This problem is aggravated due to the excessive use of pesticides in the agricultural sector, the absence of technological remediation and the lack of safety interval (waiting period) for the harvest of agricultural products, which has significant impacts on public health [17]. Some of the toxic effects of DDT and its metabolite identified in mammalian have been alterations in fetal development and adverse effects on testicular function (semen, sperm, and sperm motility decrease) due to the mimetization or antagonism of reproductive hormones [18, 19]. Thus, DDT metabolites and DDT are considered endocrine disruptors, with estrogenic properties related to several types of estrogen-dependent cancers, such as breast cancer; therefore, the use of this pesticide was prohibited on the decade of the 1970s in most countries [20]. Nevertheless, pesticides remain in the environment (persistence); therefore, the pesticides have been widely distributed, and their traces can be detected in all areas of the environment (air, water, and soil) [21, 22]; therefore, current tendency is focused on natural sources for biological pesticide control. On the other hand, the indiscriminate and uncontrolled application of synthetic pesticide besides to accumulate residues in the environment and, in some cases, in living beings, has caused resistance in some pest. The first case reported of DDT resistance occurred in 1947, and since then, it has increased alarmingly, and it has been estimated that there are currently around 489 species of pest resistant to 400 different pesticides in the world [23]. The irrational use of synthetic pesticide has produced genotypic and phenotypic changes in many species, generating resistance to the action of most of them, including inorganics, DDT, cyclodienes, organophosphates, carbamates, pyrethroids, juvenile hormone analogues, avermectins, neonicotinoids, and antimicrobial [22, 23, 24].

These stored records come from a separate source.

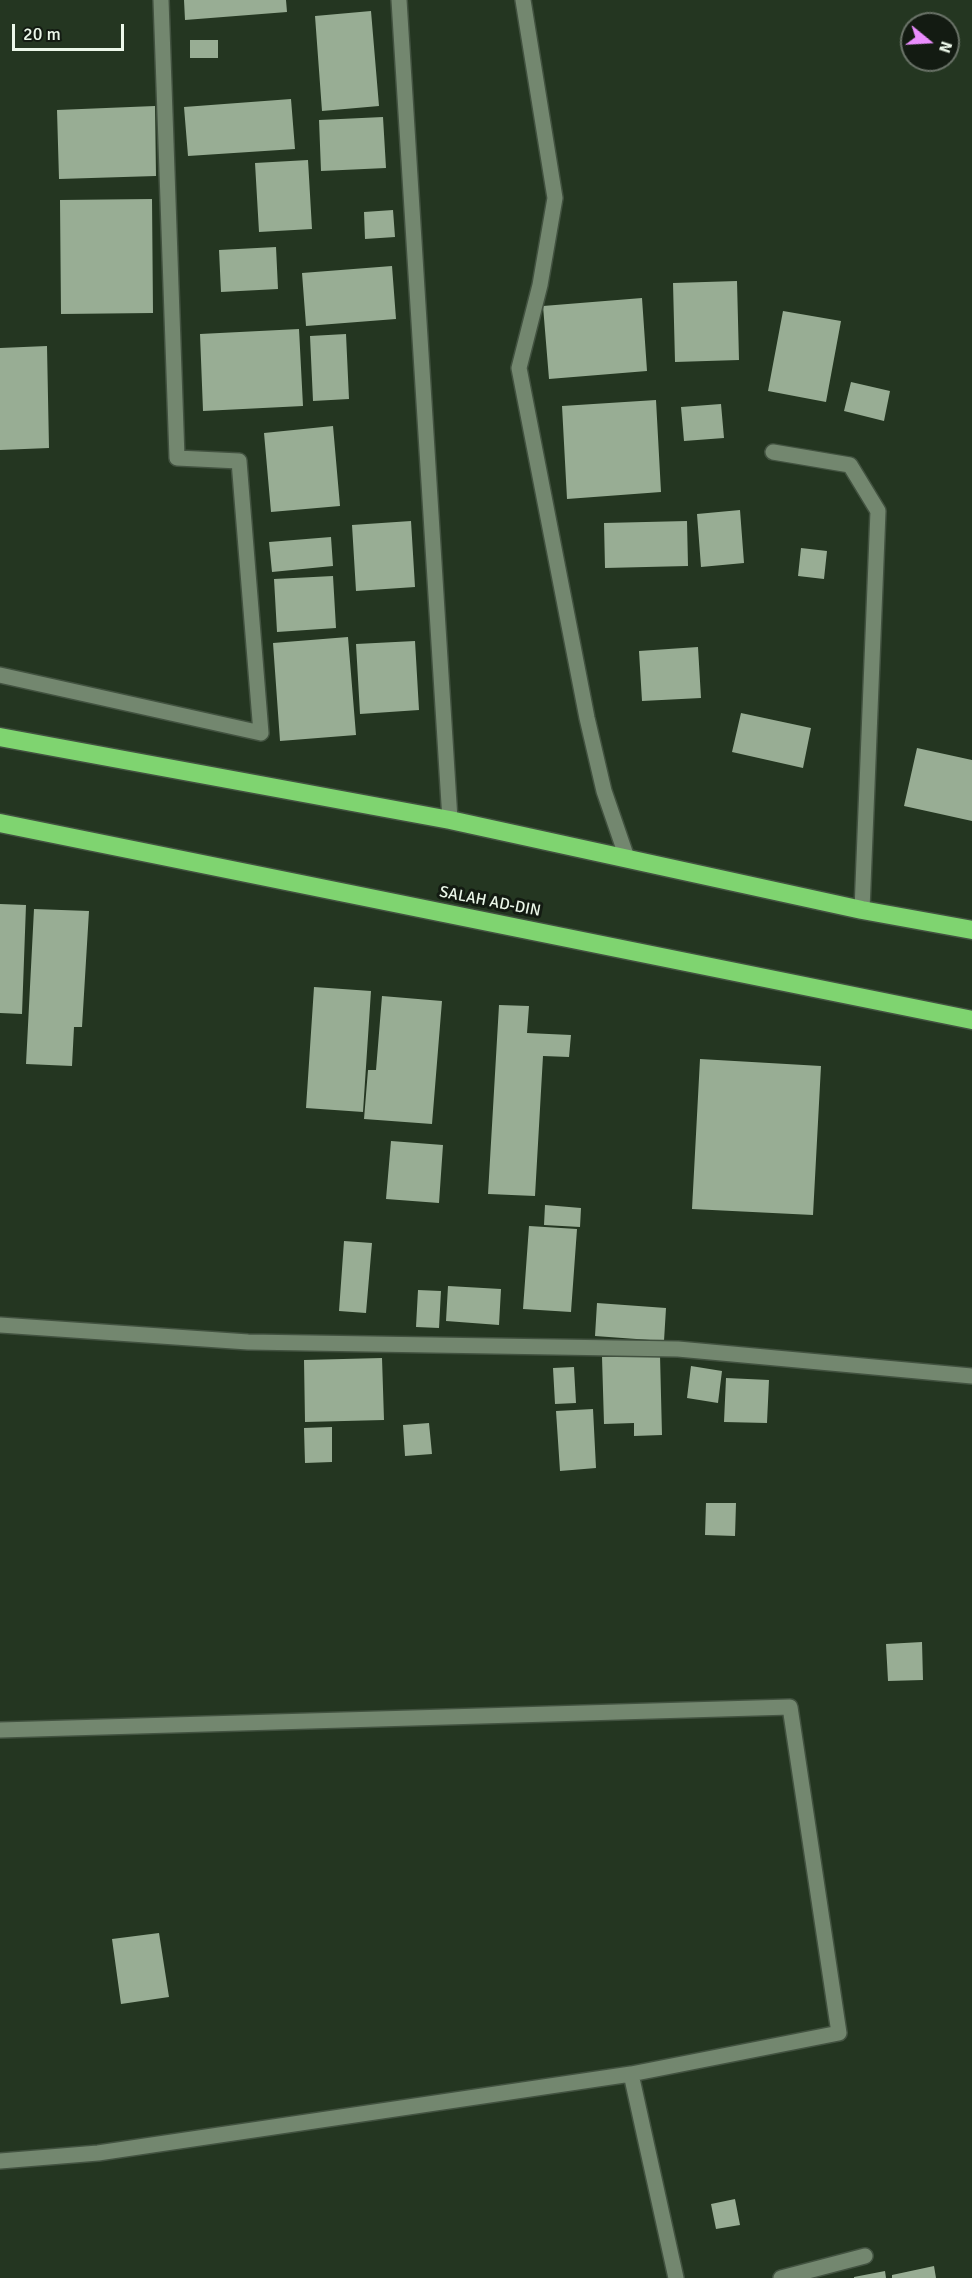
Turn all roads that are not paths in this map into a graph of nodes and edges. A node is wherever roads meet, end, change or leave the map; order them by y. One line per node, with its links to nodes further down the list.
1 (161, 0): 5 (street)
2 (399, 0): 7 (street)
3 (523, 0): 9 (street)
4 (773, 452): 10 (street)
5 (0, 675)
6 (0, 737): 7 (highway)
7 (450, 820): 9 (highway)
8 (0, 823): 12 (highway, SALAH AD-DIN)
9 (627, 858): 10 (highway)
10 (862, 910): 11 (highway)
11 (972, 930)
12 (972, 1020)
13 (0, 1325): 14 (street)
14 (972, 1376)
15 (0, 1730): 16 (street)
16 (631, 2074): 17 (street); 19 (street)
17 (0, 2161)
18 (865, 2256): 20 (street)
19 (676, 2278)
20 (781, 2278)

Though the use of pesticides has offered significant economic benefits by enhancing the production and yield of food and fibers and the prevention of vector-borne diseases, evidence suggests that their use has adversely affected the health of human populations and the environment [21]. Because of this problem, several researchers are focused their studies on the identification of new natural sources containing active metabolites that could be used on the control of pest [25, 26].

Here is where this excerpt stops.